# Deep Learning

## Assignment 3

Previously in 2_fullyconnected.ipynb, you trained a logistic regression and a neural network model.

The goal of this assignment is to explore regularization techniques.

In [2]:
# These are all the modules we'll be using later.
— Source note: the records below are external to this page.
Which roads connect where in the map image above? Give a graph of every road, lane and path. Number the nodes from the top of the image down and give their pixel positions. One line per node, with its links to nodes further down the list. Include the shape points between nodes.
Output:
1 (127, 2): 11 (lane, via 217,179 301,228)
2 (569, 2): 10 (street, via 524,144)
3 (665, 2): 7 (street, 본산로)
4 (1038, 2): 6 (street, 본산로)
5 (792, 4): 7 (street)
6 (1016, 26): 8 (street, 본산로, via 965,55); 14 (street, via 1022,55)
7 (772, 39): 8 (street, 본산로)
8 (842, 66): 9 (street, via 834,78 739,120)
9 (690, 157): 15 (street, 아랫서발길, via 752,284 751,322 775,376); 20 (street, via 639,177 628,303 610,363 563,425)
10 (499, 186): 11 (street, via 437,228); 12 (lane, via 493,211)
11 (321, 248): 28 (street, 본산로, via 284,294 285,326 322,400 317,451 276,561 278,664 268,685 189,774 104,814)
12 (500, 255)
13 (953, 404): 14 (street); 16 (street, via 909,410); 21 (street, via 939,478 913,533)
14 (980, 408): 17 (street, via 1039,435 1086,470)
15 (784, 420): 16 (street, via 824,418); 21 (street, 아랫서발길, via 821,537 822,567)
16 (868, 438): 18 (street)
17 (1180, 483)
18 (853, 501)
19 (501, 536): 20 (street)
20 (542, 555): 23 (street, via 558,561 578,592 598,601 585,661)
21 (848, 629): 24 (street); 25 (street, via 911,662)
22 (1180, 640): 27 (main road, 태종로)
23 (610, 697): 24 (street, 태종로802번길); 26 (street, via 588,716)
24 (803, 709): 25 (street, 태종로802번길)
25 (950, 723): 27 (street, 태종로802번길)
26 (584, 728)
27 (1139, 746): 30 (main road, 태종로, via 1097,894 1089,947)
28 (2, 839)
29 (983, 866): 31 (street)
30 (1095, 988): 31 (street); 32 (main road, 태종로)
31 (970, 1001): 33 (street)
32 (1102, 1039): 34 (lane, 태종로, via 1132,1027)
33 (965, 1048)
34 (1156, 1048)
Make sure you can import them
# before proceeding further.
from __future__ import print_function
import numpy as np
import tensorflow as tf
from six.moves import cPickle as pickle

First reload the data we generated in 1_notmnist.ipynb.

In [3]:
pickle_file = 'notMNIST.pickle'

with open(pickle_file, 'rb') as f:
    save = pickle.load(f)
    train_dataset = save['train_dataset']
    train_labels = save['train_labels']
    valid_dataset = save['valid_dataset']
    valid_labels = save['valid_labels']
    test_dataset = save['test_dataset']
    test_labels = save['test_labels']
    del save  # hint to help gc free up memory
    print('Training set', train_dataset.shape, train_labels.shape)
    print('Validation set', valid_dataset.shape, valid_labels.shape)
    print('Test set', test_dataset.shape, test_labels.shape)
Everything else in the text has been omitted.